There is an external workflow that executes C# scripts and is able to work with DLL files(my class library).
Is it possible to attach debug to my class library project so breakpoint will hit once this WF will call it?
Yes, you can do this with Visual Studio. You have two options:
Open your DLL project.
On the properties for the project, go to the Debug tab.
Choose Start external program and give the path of the external program that will call your DLL, along with any command-line arguments you may need to supply, and the working directory if that's relevant.
Save the project.
Set breakpoints in your code where you want them.
Press F5 to start debugging. (At this point, your breakpoints will say that they won't be hit because the symbols aren't loaded. Don't worry about that for now.)
Do whatever you do to make the external application load your library and run your code.
Visual Studio will detect the module load, load the symbols, and stop on the breakpoint.

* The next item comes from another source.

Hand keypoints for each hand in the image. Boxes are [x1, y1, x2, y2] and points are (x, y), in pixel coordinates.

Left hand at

If you can't start the process but instead have to attach to a process that's already running, you can do that too:
(Side note: If you're using the "Express" edition of Visual Studio, I don't think it has this feature, but I'm not certain about that. It's easy enough to tell: You'll either have the menu item mentioned on Step 4 below or not.)

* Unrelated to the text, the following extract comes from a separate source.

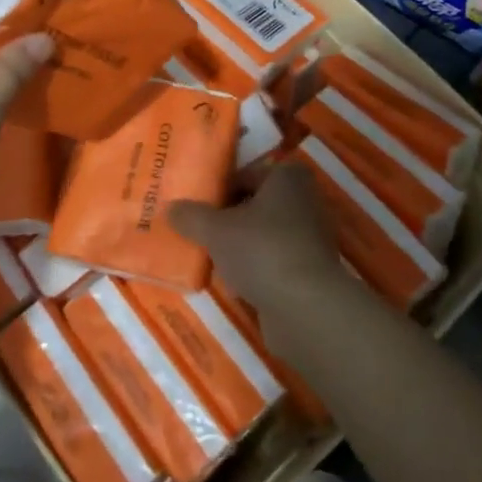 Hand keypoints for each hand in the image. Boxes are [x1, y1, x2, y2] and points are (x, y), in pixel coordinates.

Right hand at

Make sure the process is running.
Open your DLL project.
Set your breakpoints, etc.
From the Debug menu, choose Attach to process...
In the resulting dialog box, find the process in the list, highlight it, and click Attach.
Visual Studio will go into debug mode. (At this point, your breakpoints will say that they won't be hit because the symbols aren't loaded. Don't worry about that for now.)
Do whatever you do to make the external process load and run your code.
Visual Studio will detect the module load in the external process, load your symbols, and stop on your breakpoint.
N.B. In both cases, if the external process loads your DLL from somewhere other than the
bin/Debug folder of your project, you must make sure you copy the DLL to that other location every time you build it (you can set that up to happen automatically in the project options). Otherwise, Visual Studio won't be able to detect that the DLL being loaded is the one you're trying to debug.